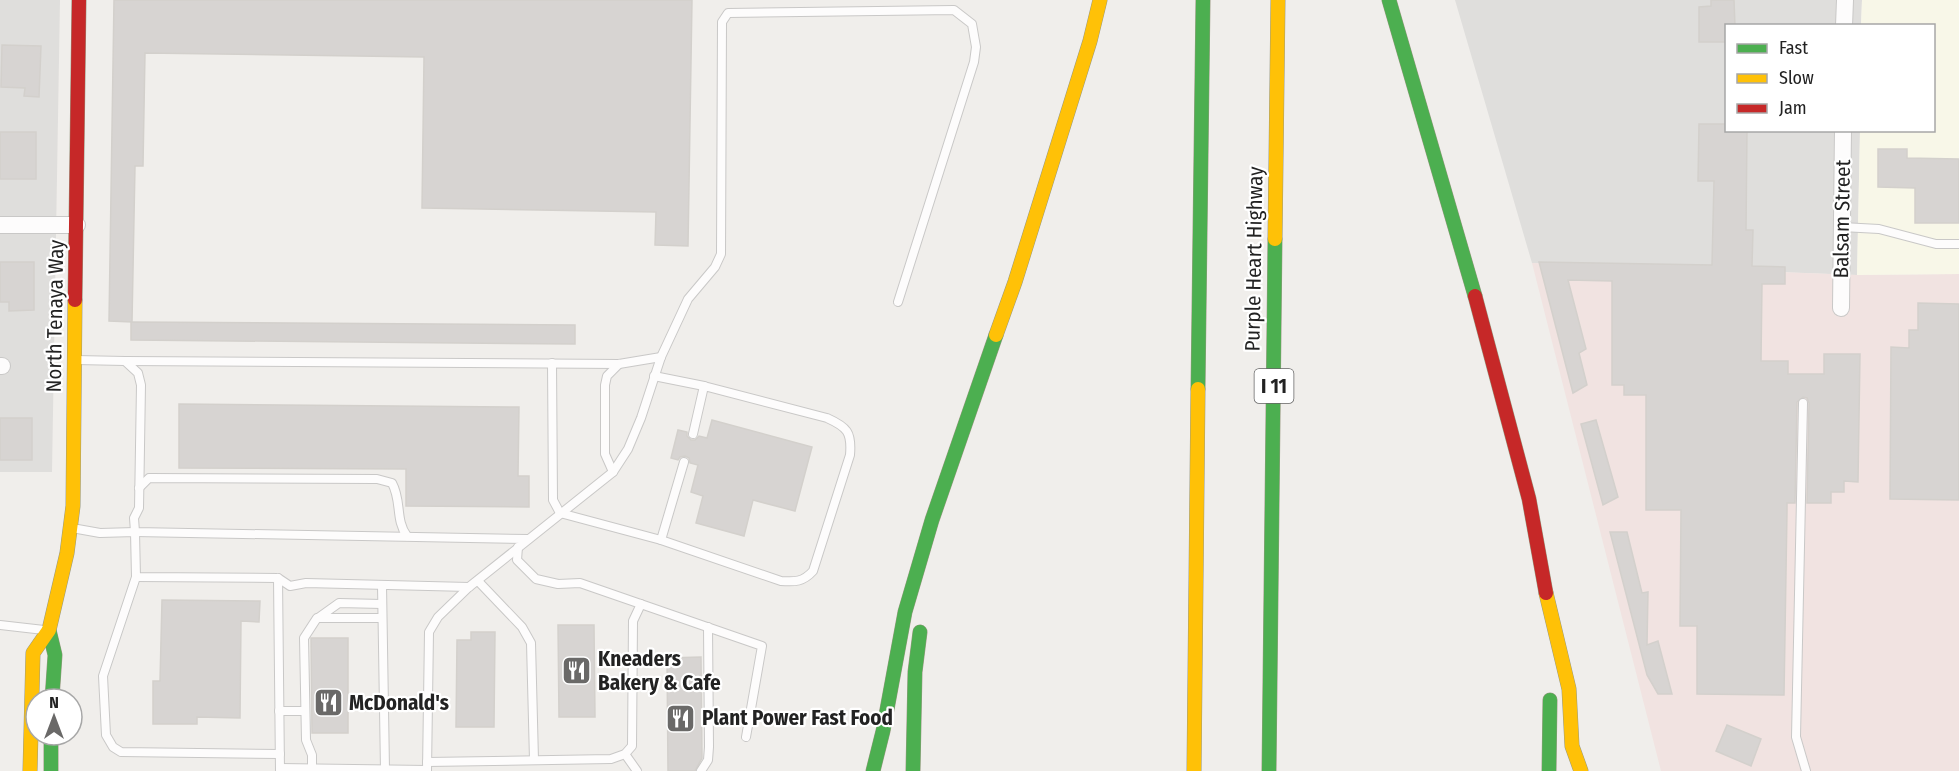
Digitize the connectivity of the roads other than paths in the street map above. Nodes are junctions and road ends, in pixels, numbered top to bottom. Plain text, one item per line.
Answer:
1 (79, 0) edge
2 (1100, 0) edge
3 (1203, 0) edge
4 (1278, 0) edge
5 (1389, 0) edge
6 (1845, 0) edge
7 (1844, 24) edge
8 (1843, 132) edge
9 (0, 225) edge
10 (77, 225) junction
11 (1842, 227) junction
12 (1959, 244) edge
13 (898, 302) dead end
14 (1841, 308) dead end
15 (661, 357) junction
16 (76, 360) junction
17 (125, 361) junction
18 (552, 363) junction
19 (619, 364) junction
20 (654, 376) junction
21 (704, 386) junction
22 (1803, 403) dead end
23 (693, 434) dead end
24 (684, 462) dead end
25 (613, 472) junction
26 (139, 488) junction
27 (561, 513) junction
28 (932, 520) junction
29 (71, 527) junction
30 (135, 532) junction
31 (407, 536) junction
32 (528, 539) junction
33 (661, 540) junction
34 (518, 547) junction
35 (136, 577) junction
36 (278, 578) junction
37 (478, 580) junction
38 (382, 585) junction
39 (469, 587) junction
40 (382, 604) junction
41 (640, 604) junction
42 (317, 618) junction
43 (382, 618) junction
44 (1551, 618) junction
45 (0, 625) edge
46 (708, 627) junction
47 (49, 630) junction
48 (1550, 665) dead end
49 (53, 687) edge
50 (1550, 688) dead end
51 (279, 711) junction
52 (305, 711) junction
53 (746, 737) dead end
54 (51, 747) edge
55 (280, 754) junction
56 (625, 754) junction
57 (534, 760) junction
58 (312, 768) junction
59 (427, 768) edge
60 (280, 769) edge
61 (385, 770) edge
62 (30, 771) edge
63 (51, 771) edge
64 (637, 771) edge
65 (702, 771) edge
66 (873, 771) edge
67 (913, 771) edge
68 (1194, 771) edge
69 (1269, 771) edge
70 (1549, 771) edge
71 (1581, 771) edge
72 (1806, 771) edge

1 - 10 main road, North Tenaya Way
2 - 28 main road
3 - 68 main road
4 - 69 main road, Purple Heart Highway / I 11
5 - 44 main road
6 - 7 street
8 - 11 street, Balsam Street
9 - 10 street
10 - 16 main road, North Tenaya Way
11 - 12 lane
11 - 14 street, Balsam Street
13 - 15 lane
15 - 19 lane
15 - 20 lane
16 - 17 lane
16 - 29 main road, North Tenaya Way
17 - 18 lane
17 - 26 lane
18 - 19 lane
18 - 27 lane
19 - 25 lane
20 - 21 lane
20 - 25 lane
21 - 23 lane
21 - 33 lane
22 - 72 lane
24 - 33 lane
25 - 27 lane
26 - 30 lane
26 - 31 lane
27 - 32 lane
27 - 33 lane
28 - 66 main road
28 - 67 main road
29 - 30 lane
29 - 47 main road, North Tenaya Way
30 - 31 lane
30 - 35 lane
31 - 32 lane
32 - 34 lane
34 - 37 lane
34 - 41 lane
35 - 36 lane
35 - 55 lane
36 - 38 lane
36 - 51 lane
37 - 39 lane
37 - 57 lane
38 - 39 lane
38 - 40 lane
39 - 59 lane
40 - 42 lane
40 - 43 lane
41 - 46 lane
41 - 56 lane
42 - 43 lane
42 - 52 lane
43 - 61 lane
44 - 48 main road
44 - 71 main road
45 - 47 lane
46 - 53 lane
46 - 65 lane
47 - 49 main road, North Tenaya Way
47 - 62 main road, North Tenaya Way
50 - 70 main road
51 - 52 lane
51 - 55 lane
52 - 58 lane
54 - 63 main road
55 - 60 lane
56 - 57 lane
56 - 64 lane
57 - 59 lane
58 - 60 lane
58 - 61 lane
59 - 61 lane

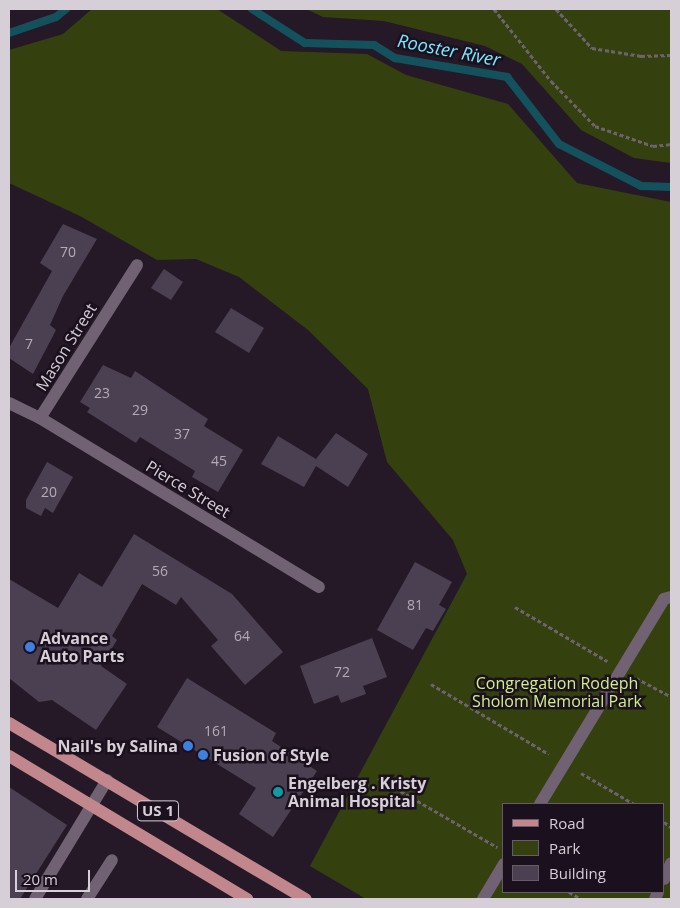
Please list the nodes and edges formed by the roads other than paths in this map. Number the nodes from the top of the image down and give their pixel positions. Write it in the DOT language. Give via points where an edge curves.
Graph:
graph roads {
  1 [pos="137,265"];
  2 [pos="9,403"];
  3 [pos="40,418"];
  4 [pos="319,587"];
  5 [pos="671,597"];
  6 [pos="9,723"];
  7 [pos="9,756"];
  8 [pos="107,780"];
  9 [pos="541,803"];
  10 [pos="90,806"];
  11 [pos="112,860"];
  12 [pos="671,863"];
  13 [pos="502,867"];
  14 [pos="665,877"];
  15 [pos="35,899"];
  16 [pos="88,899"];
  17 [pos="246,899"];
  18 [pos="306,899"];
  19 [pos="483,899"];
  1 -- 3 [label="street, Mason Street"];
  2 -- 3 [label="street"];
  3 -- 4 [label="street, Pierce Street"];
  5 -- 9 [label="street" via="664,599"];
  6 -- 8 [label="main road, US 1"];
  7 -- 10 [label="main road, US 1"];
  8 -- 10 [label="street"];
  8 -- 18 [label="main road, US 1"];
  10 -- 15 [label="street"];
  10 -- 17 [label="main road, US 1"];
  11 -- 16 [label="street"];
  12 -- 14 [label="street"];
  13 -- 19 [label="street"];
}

---

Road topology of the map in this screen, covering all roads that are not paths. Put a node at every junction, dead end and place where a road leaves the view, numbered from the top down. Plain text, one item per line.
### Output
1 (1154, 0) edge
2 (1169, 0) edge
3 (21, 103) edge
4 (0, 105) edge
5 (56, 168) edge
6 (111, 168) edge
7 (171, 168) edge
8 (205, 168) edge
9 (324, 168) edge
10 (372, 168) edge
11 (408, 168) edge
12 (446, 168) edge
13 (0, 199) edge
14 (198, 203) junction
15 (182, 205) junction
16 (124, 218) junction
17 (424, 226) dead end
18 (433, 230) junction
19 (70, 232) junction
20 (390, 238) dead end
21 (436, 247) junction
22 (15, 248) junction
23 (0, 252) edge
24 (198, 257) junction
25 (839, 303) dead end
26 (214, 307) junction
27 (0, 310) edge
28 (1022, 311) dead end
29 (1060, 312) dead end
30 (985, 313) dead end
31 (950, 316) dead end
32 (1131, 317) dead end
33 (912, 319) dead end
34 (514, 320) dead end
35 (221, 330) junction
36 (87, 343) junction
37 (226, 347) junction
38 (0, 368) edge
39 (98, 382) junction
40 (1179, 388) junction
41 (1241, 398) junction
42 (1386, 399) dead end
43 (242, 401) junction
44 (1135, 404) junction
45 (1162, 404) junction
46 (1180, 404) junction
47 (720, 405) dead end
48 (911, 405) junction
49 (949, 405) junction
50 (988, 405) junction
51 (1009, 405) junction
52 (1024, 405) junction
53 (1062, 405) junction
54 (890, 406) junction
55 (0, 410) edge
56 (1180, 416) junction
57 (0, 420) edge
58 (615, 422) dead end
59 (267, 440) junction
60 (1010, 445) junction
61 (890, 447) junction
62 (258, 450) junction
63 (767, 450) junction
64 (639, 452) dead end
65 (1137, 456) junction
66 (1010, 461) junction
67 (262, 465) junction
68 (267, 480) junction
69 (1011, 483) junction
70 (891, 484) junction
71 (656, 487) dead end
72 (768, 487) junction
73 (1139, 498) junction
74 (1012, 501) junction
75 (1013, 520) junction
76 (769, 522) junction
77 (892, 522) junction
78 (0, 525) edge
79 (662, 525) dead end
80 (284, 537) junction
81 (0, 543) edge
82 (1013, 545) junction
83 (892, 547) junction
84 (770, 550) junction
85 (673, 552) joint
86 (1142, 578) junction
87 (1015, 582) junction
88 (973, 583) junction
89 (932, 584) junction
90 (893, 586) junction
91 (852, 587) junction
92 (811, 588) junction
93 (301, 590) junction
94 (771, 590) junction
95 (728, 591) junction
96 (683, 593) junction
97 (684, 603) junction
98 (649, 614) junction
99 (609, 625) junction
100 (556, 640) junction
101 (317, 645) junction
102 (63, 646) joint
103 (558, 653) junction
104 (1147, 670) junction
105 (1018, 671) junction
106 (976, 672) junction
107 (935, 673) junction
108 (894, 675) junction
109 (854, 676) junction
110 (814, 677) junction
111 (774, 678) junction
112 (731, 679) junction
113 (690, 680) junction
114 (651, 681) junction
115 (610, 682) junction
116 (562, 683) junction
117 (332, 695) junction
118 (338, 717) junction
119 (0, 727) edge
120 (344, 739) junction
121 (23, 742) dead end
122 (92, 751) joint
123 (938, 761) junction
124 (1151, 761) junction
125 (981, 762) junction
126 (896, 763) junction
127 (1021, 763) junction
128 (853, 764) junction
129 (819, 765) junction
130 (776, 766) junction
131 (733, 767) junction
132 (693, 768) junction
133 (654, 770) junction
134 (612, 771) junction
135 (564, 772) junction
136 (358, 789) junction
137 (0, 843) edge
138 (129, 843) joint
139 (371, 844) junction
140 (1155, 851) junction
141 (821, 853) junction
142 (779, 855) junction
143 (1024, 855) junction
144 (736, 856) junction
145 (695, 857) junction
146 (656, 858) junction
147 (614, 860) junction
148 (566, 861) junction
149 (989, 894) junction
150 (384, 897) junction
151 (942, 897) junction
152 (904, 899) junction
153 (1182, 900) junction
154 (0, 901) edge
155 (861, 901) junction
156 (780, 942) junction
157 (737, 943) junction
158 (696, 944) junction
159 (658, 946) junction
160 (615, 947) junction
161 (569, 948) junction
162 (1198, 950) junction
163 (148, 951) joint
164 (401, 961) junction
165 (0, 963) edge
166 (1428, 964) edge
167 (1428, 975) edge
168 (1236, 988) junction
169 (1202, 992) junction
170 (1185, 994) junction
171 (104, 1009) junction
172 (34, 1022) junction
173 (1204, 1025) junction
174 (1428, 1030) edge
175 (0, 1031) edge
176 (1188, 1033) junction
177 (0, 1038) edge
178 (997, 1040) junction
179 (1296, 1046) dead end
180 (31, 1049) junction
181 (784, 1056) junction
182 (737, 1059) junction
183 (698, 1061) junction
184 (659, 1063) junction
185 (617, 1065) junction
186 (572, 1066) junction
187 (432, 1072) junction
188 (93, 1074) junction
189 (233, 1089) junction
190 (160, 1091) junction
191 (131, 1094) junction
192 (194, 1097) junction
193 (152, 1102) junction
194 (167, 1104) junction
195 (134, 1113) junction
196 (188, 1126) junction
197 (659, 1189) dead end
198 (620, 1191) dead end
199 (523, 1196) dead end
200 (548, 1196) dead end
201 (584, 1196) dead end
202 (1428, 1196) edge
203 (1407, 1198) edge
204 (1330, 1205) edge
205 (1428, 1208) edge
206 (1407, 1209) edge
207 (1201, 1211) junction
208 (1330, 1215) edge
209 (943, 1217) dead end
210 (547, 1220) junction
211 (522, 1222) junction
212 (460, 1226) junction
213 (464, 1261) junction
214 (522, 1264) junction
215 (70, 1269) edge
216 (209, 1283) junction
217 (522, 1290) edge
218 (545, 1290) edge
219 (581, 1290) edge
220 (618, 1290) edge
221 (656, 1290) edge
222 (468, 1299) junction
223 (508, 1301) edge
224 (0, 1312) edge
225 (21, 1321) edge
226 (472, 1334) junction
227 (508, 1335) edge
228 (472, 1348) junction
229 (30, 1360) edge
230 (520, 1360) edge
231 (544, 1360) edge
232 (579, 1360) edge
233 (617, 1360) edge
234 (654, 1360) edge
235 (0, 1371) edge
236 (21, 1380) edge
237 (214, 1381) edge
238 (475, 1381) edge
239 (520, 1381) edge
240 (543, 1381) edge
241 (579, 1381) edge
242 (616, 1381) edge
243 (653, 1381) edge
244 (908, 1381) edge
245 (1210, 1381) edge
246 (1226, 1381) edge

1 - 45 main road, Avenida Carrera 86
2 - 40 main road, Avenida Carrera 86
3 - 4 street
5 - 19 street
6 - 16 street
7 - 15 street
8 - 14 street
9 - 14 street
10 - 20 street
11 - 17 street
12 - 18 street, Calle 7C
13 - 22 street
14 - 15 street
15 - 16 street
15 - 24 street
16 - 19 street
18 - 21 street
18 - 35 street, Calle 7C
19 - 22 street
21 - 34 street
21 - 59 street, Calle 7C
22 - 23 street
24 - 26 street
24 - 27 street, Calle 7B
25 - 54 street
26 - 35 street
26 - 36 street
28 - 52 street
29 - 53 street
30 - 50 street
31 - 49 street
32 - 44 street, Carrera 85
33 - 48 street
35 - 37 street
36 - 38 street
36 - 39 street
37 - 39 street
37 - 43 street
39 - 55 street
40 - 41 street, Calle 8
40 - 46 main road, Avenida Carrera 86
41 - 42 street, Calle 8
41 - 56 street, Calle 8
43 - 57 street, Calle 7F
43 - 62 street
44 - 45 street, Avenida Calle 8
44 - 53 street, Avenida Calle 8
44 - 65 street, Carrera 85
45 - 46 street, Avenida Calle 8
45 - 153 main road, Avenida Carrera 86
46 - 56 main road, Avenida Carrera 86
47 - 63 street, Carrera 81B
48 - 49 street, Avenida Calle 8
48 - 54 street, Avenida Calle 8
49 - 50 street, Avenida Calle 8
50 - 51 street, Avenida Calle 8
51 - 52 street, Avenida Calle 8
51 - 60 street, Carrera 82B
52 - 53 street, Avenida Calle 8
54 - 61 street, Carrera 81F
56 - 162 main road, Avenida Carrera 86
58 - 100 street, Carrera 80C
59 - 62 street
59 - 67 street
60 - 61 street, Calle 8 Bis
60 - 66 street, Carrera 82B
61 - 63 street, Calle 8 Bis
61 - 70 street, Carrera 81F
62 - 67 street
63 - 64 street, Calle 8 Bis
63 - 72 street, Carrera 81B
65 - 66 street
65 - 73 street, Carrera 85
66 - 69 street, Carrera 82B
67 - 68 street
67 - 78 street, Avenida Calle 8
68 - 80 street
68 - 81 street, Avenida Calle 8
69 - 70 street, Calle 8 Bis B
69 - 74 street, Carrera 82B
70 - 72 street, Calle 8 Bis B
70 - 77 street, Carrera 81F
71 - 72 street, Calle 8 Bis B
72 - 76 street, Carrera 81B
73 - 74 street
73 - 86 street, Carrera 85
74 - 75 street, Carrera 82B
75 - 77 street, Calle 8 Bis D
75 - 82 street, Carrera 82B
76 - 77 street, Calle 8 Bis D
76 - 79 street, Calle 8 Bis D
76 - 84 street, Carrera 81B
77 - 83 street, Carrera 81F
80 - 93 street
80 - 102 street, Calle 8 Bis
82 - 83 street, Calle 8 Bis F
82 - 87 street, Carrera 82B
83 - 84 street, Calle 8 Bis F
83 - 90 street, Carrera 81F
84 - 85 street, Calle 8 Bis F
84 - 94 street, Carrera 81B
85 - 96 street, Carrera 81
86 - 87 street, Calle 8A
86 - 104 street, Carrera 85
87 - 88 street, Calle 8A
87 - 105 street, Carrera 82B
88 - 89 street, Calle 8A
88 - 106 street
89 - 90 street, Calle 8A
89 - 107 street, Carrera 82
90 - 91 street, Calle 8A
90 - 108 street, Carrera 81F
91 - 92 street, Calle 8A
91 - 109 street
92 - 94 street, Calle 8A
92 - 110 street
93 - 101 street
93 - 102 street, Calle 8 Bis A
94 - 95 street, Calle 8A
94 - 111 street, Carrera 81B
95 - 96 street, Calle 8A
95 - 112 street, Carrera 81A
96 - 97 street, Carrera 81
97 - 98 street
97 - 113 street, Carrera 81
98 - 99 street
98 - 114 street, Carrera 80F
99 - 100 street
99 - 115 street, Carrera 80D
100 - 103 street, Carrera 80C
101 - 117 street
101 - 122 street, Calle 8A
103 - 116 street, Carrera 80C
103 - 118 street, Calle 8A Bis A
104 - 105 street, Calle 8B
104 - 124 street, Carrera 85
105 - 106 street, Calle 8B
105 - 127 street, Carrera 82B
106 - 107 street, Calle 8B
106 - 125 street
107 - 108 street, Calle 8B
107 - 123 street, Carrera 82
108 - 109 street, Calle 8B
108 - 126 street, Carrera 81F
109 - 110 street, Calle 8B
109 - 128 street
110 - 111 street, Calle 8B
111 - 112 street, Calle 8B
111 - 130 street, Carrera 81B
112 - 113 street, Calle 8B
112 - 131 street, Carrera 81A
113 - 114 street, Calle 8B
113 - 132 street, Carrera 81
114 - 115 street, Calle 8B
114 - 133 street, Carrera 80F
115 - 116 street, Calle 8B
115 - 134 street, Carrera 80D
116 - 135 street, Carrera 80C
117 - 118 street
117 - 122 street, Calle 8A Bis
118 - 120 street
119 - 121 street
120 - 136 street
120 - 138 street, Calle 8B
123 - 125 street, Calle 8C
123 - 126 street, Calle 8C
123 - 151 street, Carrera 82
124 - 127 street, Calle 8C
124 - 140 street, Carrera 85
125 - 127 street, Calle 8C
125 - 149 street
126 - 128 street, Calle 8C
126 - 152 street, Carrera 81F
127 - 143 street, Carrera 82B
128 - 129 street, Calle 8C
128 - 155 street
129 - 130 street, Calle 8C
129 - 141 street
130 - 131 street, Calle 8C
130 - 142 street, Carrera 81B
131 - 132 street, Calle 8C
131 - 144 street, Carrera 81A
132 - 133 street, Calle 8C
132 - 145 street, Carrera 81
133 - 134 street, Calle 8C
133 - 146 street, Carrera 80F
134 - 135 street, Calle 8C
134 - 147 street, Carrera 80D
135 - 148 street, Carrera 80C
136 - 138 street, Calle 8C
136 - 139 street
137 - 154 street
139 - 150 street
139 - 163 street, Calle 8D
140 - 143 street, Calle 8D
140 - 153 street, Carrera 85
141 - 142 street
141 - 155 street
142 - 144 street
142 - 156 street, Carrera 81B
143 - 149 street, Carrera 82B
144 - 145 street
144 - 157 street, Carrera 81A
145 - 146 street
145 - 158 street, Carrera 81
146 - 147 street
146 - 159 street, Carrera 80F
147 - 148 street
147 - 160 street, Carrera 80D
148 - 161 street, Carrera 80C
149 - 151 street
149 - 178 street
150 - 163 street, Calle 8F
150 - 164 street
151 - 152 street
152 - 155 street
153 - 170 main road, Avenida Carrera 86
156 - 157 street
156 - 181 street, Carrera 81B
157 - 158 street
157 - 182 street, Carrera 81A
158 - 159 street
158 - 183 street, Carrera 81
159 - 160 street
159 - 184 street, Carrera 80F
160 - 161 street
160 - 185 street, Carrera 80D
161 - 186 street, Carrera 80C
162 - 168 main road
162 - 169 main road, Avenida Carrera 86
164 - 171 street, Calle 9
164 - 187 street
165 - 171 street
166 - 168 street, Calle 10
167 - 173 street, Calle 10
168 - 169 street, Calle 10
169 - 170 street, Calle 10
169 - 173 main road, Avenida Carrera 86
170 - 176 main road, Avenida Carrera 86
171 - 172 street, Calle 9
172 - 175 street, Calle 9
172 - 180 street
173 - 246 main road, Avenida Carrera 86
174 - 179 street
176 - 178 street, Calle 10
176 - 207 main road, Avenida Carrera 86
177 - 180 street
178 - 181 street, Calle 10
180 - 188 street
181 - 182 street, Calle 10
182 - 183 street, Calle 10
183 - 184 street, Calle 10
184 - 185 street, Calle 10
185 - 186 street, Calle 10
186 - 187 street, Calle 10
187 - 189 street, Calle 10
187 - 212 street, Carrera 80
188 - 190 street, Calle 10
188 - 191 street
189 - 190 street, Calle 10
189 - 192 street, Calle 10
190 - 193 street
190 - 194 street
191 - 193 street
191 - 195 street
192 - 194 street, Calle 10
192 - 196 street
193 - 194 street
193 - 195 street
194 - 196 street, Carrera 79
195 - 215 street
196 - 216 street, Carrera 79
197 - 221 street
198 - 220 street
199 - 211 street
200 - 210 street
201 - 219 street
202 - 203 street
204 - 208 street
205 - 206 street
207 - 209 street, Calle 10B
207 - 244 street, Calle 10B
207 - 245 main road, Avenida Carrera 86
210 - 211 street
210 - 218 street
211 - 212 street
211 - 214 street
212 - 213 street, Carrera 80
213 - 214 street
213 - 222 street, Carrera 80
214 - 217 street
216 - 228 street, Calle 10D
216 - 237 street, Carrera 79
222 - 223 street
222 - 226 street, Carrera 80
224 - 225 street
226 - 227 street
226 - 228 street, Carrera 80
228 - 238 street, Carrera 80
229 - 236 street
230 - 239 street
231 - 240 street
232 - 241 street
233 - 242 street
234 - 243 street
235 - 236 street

• **Task objective**
When a line in the data contains "joint", return it as written.

• **Your response**
85 (673, 552) joint
102 (63, 646) joint
122 (92, 751) joint
138 (129, 843) joint
163 (148, 951) joint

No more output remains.